*** Opening of SUPPLIED MATERIAL ***

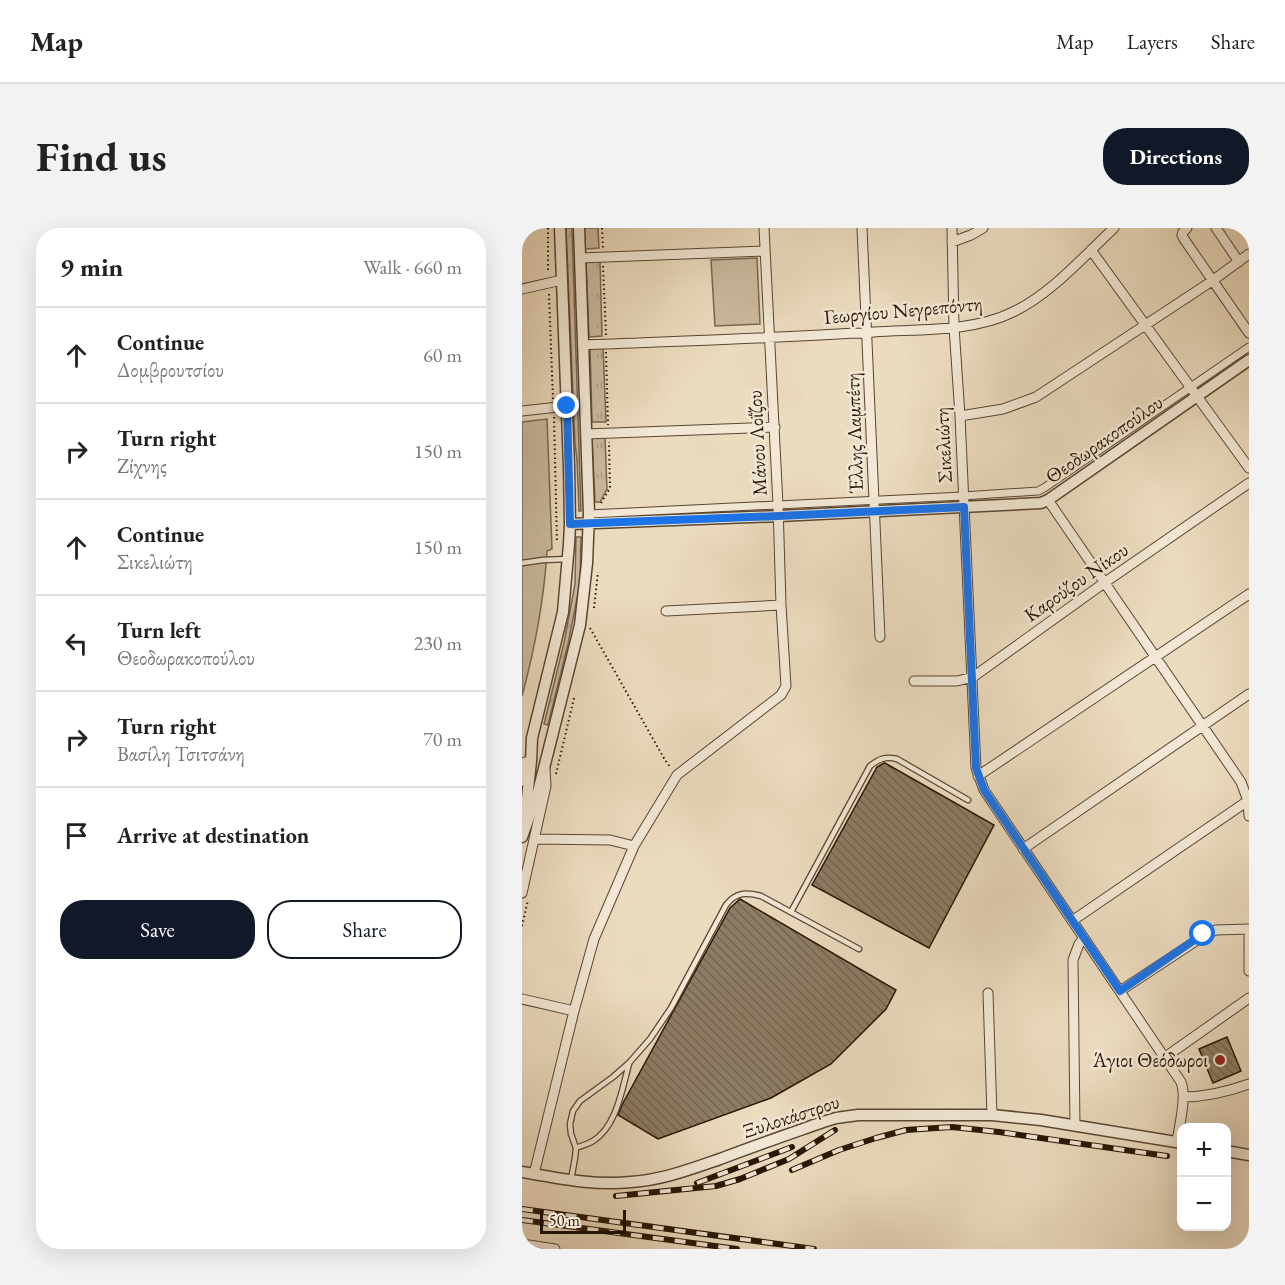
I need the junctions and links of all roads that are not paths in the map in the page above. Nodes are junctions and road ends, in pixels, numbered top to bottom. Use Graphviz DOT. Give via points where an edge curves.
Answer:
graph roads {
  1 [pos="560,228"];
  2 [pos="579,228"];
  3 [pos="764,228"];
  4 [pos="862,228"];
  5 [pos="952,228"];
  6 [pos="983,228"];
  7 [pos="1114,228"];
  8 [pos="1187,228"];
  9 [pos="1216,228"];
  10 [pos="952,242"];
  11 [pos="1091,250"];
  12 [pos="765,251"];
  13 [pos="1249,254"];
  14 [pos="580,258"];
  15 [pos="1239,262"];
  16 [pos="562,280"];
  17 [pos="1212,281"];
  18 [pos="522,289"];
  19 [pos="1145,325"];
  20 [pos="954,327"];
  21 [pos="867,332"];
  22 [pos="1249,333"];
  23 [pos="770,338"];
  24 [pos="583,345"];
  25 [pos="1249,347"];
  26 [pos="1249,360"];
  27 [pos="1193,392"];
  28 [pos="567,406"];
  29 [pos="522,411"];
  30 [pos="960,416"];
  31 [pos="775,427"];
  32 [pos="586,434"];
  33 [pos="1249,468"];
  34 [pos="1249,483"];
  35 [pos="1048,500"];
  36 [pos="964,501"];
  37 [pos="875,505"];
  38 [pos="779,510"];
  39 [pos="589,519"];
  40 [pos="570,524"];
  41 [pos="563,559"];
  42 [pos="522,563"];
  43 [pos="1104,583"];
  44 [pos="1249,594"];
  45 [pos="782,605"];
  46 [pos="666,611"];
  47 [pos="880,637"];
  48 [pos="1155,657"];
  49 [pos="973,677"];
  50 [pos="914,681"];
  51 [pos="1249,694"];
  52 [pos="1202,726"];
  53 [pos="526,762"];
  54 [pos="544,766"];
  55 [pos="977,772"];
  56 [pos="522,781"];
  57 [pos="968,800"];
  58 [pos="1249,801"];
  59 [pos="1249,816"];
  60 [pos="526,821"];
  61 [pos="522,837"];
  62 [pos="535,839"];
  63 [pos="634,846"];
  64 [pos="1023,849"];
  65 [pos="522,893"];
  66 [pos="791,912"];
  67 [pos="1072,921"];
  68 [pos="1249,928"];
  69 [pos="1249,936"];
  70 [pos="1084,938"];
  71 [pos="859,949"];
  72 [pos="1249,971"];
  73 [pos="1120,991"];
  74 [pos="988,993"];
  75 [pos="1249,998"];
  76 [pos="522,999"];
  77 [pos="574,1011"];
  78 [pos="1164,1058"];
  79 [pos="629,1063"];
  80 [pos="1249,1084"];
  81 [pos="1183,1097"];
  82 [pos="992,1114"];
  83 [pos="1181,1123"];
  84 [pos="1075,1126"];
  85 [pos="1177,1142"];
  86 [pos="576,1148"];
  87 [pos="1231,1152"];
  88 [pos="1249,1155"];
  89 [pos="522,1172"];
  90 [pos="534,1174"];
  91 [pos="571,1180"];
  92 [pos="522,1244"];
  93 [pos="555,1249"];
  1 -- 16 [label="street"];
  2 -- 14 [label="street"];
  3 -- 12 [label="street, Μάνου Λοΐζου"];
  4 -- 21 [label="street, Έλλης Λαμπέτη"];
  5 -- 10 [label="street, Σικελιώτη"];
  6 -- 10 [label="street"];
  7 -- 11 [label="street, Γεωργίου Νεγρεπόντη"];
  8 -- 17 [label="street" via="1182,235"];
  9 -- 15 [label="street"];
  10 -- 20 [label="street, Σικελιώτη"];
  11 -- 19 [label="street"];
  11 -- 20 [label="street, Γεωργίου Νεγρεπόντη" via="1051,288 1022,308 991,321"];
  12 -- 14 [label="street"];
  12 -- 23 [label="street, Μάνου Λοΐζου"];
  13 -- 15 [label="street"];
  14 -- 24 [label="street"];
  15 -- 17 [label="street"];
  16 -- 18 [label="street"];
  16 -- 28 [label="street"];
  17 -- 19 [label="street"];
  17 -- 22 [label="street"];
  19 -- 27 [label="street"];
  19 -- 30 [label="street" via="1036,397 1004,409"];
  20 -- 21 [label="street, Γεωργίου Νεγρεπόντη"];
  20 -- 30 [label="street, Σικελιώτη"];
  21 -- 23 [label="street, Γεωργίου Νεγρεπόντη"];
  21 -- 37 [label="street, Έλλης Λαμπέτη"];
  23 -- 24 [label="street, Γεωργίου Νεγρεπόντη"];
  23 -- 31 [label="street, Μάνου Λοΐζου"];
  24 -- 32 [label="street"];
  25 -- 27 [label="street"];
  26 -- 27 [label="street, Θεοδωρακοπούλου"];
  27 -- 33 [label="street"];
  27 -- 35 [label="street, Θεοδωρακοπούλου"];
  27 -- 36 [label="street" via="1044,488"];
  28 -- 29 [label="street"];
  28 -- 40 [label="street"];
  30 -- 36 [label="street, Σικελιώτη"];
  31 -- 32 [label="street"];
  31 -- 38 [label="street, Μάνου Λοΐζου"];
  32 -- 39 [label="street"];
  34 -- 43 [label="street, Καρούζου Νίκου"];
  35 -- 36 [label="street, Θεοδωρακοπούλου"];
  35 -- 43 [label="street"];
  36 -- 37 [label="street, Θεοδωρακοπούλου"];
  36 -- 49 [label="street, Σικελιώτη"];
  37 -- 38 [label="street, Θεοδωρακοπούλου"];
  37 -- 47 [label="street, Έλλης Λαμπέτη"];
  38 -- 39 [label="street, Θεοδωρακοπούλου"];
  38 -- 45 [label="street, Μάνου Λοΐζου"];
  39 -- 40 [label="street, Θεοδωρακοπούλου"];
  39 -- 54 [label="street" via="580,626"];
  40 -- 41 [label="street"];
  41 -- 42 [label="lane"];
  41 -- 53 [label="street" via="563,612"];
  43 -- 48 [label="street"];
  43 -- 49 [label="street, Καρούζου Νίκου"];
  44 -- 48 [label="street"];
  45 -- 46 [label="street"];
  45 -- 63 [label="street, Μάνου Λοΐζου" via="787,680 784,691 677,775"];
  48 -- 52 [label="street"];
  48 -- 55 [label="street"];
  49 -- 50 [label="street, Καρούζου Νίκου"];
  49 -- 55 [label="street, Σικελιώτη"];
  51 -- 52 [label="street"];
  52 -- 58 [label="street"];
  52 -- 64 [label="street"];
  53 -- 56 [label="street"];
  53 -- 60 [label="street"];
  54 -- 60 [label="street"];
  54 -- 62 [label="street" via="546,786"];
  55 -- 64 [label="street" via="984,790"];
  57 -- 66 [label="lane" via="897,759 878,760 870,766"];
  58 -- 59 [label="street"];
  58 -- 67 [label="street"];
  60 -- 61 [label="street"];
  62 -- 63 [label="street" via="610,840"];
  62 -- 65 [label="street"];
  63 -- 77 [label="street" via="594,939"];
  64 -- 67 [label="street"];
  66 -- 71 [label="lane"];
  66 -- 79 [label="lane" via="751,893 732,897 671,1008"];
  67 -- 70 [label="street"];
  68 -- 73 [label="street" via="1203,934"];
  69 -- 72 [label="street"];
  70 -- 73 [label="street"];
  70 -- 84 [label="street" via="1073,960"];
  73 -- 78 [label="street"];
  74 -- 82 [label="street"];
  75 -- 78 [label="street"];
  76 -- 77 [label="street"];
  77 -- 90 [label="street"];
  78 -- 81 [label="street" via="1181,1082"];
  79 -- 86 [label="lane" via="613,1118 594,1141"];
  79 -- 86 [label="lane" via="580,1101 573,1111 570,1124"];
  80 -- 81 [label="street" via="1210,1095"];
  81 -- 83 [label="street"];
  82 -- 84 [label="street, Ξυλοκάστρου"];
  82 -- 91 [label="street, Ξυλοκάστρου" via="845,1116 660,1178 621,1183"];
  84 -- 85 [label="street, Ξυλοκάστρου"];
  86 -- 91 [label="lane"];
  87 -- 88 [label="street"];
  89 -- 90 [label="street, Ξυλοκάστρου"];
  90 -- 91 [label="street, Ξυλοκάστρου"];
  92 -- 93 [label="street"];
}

*** Close of SUPPLIED MATERIAL ***

## ASSIGNED TASK
Search the data above for the word "Ξυλοκάστρου" and show every line that has it.

## OUTPUT BELOW
  82 -- 84 [label="street, Ξυλοκάστρου"];
  82 -- 91 [label="street, Ξυλοκάστρου" via="845,1116 660,1178 621,1183"];
  84 -- 85 [label="street, Ξυλοκάστρου"];
  89 -- 90 [label="street, Ξυλοκάστρου"];
  90 -- 91 [label="street, Ξυλοκάστρου"];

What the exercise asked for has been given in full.